The PPV distribution results at the pipe cross-section indicate the PPV on the blast side was more significant than that behind the blast side when the blast vibration was transmitted to the pipeline. The maximum PPV value appeared nearest to the source of the explosion, and the minimum value appeared farthest from the blast source.

(4)

The PES occurring had exponential decay on both sides of the blast source with increasing horizontal distance from the blast source. The PES results of the pipe sections under different construction conditions show the PES of the lower part of the pipe section was significantly lower than that of the upper part due to the interaction between the soil and the pipe. In addition, the maximum PES value at the cross-section (1.53 MPa) when in a hazardous situation (pipe directly above the blast source) was less than the safe threshold (≤4.6 MPa).
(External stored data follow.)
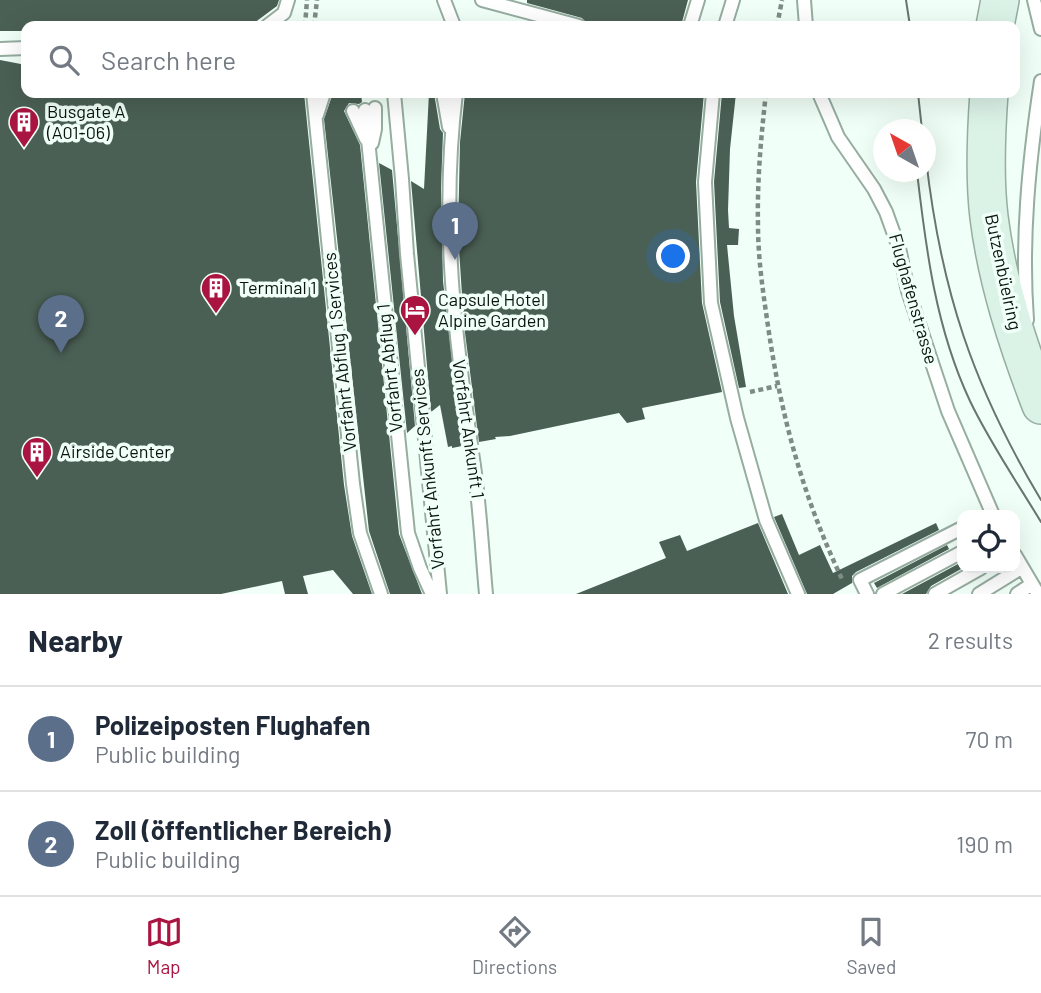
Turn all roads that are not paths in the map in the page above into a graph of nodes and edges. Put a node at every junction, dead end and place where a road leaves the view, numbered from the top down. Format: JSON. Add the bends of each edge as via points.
{"nodes":[{"id":1,"x":288,"y":0,"type":"edge"},
{"id":2,"x":444,"y":0,"type":"edge"},
{"id":3,"x":483,"y":0,"type":"edge"},
{"id":4,"x":698,"y":0,"type":"edge"},
{"id":5,"x":723,"y":0,"type":"edge"},
{"id":6,"x":733,"y":0,"type":"edge"},
{"id":7,"x":804,"y":0,"type":"edge"},
{"id":8,"x":1034,"y":0,"type":"edge"},
{"id":9,"x":274,"y":21,"type":"edge"},
{"id":10,"x":452,"y":21,"type":"edge"},
{"id":11,"x":561,"y":21,"type":"edge"},
{"id":12,"x":692,"y":21,"type":"edge"},
{"id":13,"x":724,"y":21,"type":"edge"},
{"id":14,"x":726,"y":21,"type":"edge"},
{"id":15,"x":806,"y":21,"type":"edge"},
{"id":16,"x":1041,"y":29,"type":"edge"},
{"id":17,"x":21,"y":48,"type":"edge"},
{"id":18,"x":0,"y":49,"type":"edge"},
{"id":19,"x":1041,"y":81,"type":"edge"},
{"id":20,"x":314,"y":98,"type":"edge"},
{"id":21,"x":322,"y":98,"type":"edge"},
{"id":22,"x":394,"y":98,"type":"edge"},
{"id":23,"x":444,"y":98,"type":"edge"},
{"id":24,"x":455,"y":98,"type":"edge"},
{"id":25,"x":713,"y":98,"type":"edge"},
{"id":26,"x":821,"y":98,"type":"edge"},
{"id":27,"x":989,"y":103,"type":"edge"},
{"id":28,"x":316,"y":119,"type":"junction"},
{"id":29,"x":451,"y":137,"type":"junction"},
{"id":30,"x":369,"y":153,"type":"junction"},
{"id":31,"x":1041,"y":396,"type":"edge"},
{"id":32,"x":1041,"y":405,"type":"edge"},
{"id":33,"x":988,"y":510,"type":"edge"},
{"id":34,"x":957,"y":531,"type":"edge"},
{"id":35,"x":957,"y":555,"type":"edge"},
{"id":36,"x":1021,"y":568,"type":"joint"},
{"id":37,"x":972,"y":573,"type":"edge"},
{"id":38,"x":378,"y":589,"type":"edge"},
{"id":39,"x":1035,"y":589,"type":"edge"},
{"id":40,"x":432,"y":594,"type":"edge"},
{"id":41,"x":440,"y":594,"type":"edge"},
{"id":42,"x":486,"y":594,"type":"edge"},
{"id":43,"x":797,"y":594,"type":"edge"},
{"id":44,"x":867,"y":594,"type":"edge"},
{"id":45,"x":883,"y":594,"type":"edge"},
{"id":46,"x":935,"y":594,"type":"edge"},
{"id":47,"x":979,"y":594,"type":"edge"},
{"id":48,"x":1017,"y":594,"type":"edge"}],
"edges":[{"from":1,"to":9,"type":"lane","via":[[284,13]]},
{"from":2,"to":10,"type":"lane"},
{"from":3,"to":11,"type":"lane"},
{"from":4,"to":12,"type":"lane"},
{"from":5,"to":13,"type":"lane"},
{"from":6,"to":14,"type":"lane"},
{"from":7,"to":15,"type":"lane"},
{"from":8,"to":16,"type":"lane"},
{"from":17,"to":18,"type":"lane"},
{"from":19,"to":31,"type":"lane","via":[[1027,214],[1026,296],[1030,354]]},
{"from":20,"to":28,"type":"lane","name":"Vorfahrt Abflug 1 Services"},
{"from":21,"to":28,"type":"lane"},
{"from":22,"to":41,"type":"lane","name":"Vorfahrt Ankunft Services"},
{"from":23,"to":29,"type":"lane"},
{"from":24,"to":29,"type":"lane"},
{"from":25,"to":43,"type":"lane","via":[[705,183],[712,303],[737,418],[766,520]]},
{"from":26,"to":33,"type":"lane","name":"Flughafenstrasse","via":[[838,137],[886,212],[933,368]]},
{"from":27,"to":32,"type":"main road","name":"Butzenbüelring","via":[[987,190],[995,250],[1020,347]]},
{"from":28,"to":38,"type":"lane","name":"Vorfahrt Abflug 1 Services","via":[[353,484],[360,533]]},
{"from":29,"to":42,"type":"lane","name":"Vorfahrt Ankunft 1","via":[[451,286]]},
{"from":30,"to":30,"type":"lane","via":[[364,110],[376,129]]},
{"from":30,"to":40,"type":"lane","name":"Vorfahrt Abflug 1","via":[[408,533]]},
{"from":34,"to":44,"type":"lane","via":[[860,580]]},
{"from":35,"to":45,"type":"lane"},
{"from":36,"to":39,"type":"lane"},
{"from":36,"to":47,"type":"lane"},
{"from":37,"to":46,"type":"lane"},
{"from":39,"to":48,"type":"lane"}]}
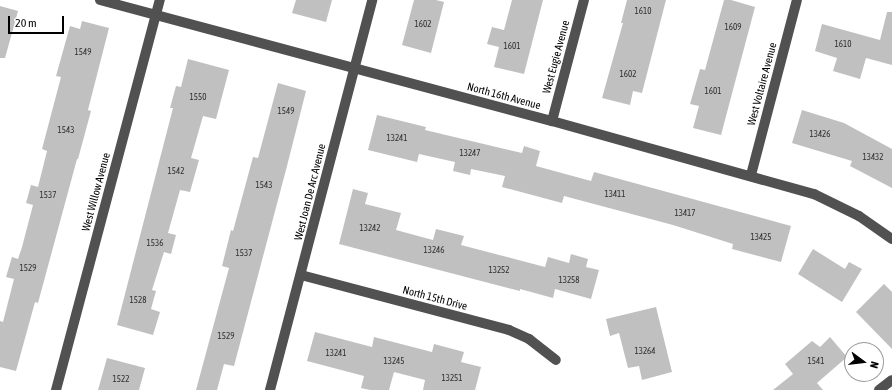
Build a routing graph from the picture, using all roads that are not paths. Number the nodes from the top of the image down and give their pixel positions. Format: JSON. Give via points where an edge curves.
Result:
{"nodes":[{"id":1,"x":100,"y":0,"type":"edge"},
{"id":2,"x":160,"y":0,"type":"edge"},
{"id":3,"x":372,"y":0,"type":"edge"},
{"id":4,"x":584,"y":0,"type":"edge"},
{"id":5,"x":797,"y":0,"type":"edge"},
{"id":6,"x":156,"y":15,"type":"junction"},
{"id":7,"x":354,"y":68,"type":"junction"},
{"id":8,"x":552,"y":121,"type":"junction"},
{"id":9,"x":750,"y":175,"type":"junction"},
{"id":10,"x":892,"y":239,"type":"edge"},
{"id":11,"x":301,"y":275,"type":"junction"},
{"id":12,"x":556,"y":360,"type":"dead end"},
{"id":13,"x":892,"y":380,"type":"edge"},
{"id":14,"x":56,"y":390,"type":"edge"},
{"id":15,"x":270,"y":390,"type":"edge"},
{"id":16,"x":879,"y":390,"type":"edge"}],
"edges":[{"from":1,"to":6,"type":"street","name":"North 16th Avenue"},
{"from":2,"to":6,"type":"street","name":"West Willow Avenue"},
{"from":3,"to":7,"type":"street","name":"West Joan De Arc Avenue"},
{"from":4,"to":8,"type":"street","name":"West Eugie Avenue"},
{"from":5,"to":9,"type":"street","name":"West Voltaire Avenue"},
{"from":6,"to":7,"type":"street","name":"North 16th Avenue"},
{"from":6,"to":14,"type":"street","name":"West Willow Avenue"},
{"from":7,"to":8,"type":"street","name":"North 16th Avenue"},
{"from":7,"to":11,"type":"street","name":"West Joan De Arc Avenue"},
{"from":8,"to":9,"type":"street","name":"North 16th Avenue"},
{"from":9,"to":10,"type":"street","name":"North 16th Avenue","via":[[814,194],[834,203],[859,216]]},
{"from":11,"to":12,"type":"street","name":"North 15th Drive","via":[[509,330],[529,339]]},
{"from":11,"to":15,"type":"street","name":"West Joan De Arc Avenue"},
{"from":13,"to":16,"type":"street"}]}
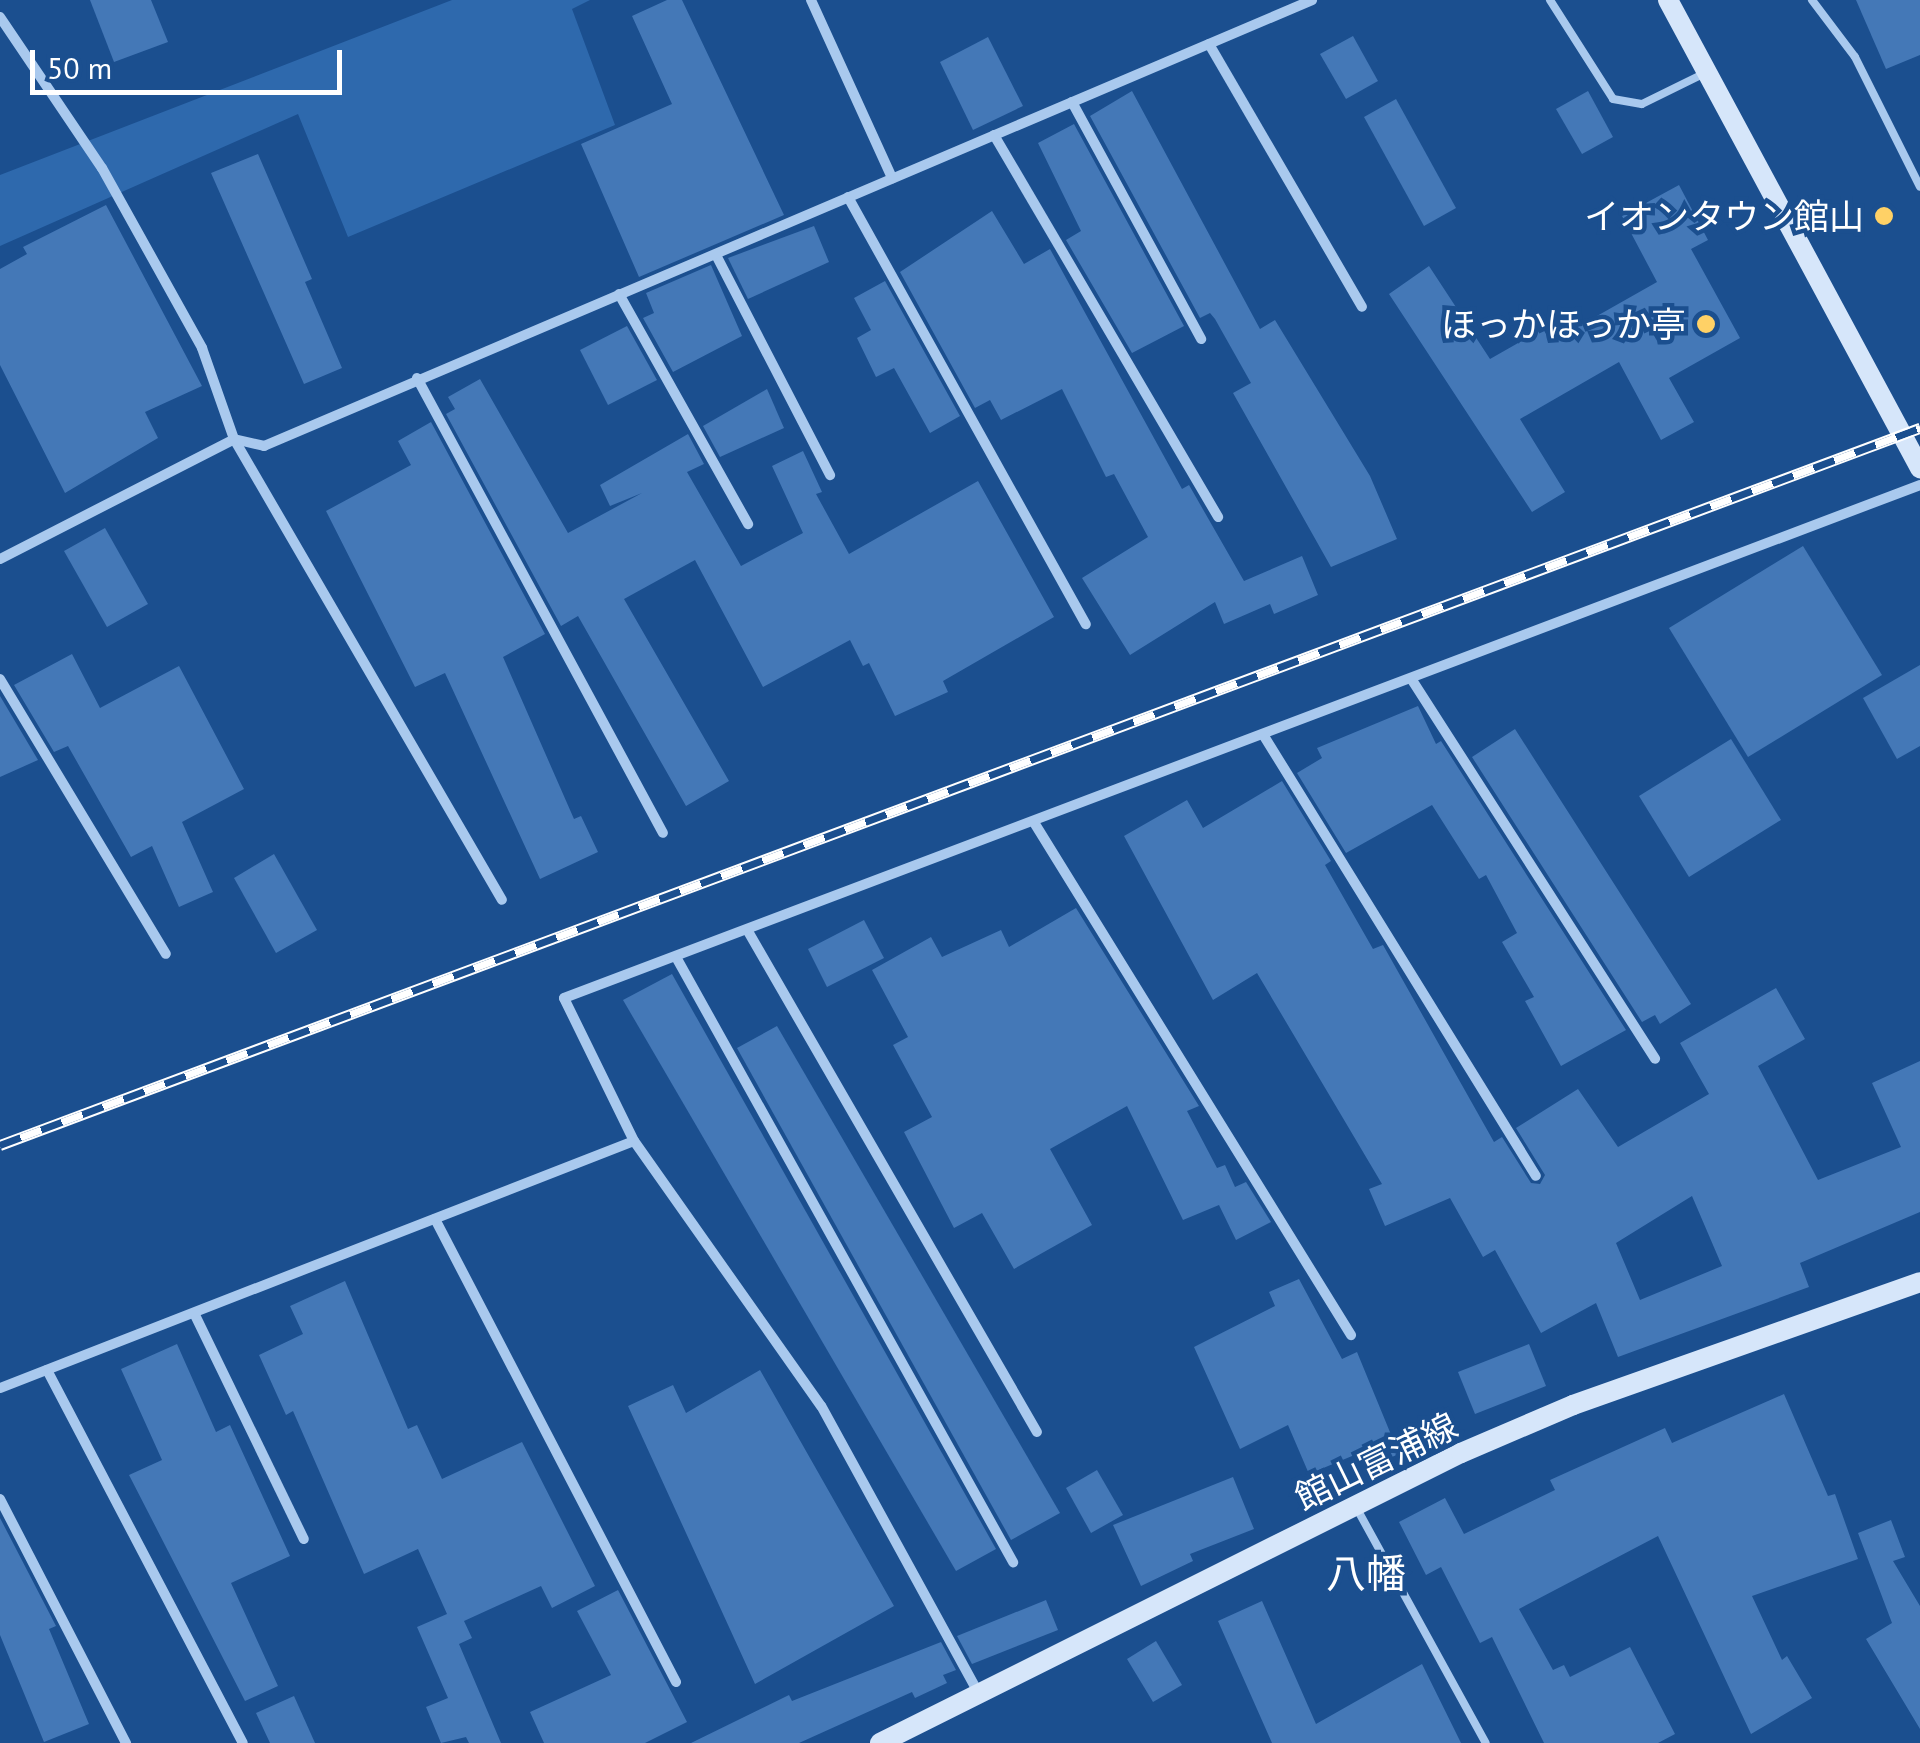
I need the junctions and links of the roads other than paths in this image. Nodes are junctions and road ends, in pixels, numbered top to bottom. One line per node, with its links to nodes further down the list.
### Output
1 (810, 0): 11 (street)
2 (1312, 0): 7 (street)
3 (1550, 0): 8 (lane)
4 (1668, 0): 8 (main road)
5 (1812, 0): 12 (lane)
6 (0, 17): 19 (street)
7 (1210, 44): 9 (street); 16 (street)
8 (1708, 72): 20 (main road)
9 (1072, 102): 10 (street); 17 (street)
10 (994, 135): 11 (street); 23 (street)
11 (892, 178): 13 (street)
12 (1920, 188)
13 (848, 197): 14 (street); 26 (street)
14 (716, 255): 15 (street); 21 (street)
15 (619, 294): 18 (street); 24 (street)
16 (1362, 308)
17 (1201, 339)
18 (417, 378): 19 (street); 31 (street)
19 (234, 440): 25 (street); 32 (street)
20 (1920, 468)
21 (830, 475)
22 (1920, 485): 28 (street)
23 (1218, 517)
24 (748, 524)
25 (0, 558)
26 (1086, 624)
27 (0, 680): 34 (street)
28 (1412, 680): 29 (street); 36 (street)
29 (1264, 736): 30 (street); 38 (street)
30 (1035, 824): 33 (street); 42 (street)
31 (663, 833)
32 (502, 900)
33 (750, 933): 35 (street); 45 (street)
34 (166, 954)
35 (676, 958): 37 (street); 49 (street)
36 (1656, 1058)
37 (634, 1142): 39 (street); 51 (street)
38 (1536, 1176)
39 (435, 1219): 41 (street); 50 (street)
40 (1920, 1282): 47 (main road, 館山富浦線)
41 (195, 1315): 43 (street); 48 (street)
42 (1351, 1335)
43 (47, 1370): 44 (street); 53 (street)
44 (0, 1388)
45 (1037, 1432)
46 (0, 1499): 52 (street)
47 (1356, 1507): 51 (main road, 館山富浦線); 55 (lane)
48 (304, 1540)
49 (1013, 1562)
50 (676, 1682)
51 (979, 1694): 54 (main road, 館山富浦線)
52 (126, 1743)
53 (243, 1743)
54 (880, 1743)
55 (1486, 1743)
This indicates the blast vibration will not affect the normal service of the buried pipeline.

(5)

This paper effectively reflects blast vibration propagation law by proposing an effective PPV prediction model for pipelines which applies a dimension and composition analysis combined with numerical simulation and field-monitoring results. This prediction model may guide the subsequent development of a reasonable blasting scheme. In addition, this study proposes an empirical safety criteria formula for the scientific implementation of safety assessments for subsequent construction.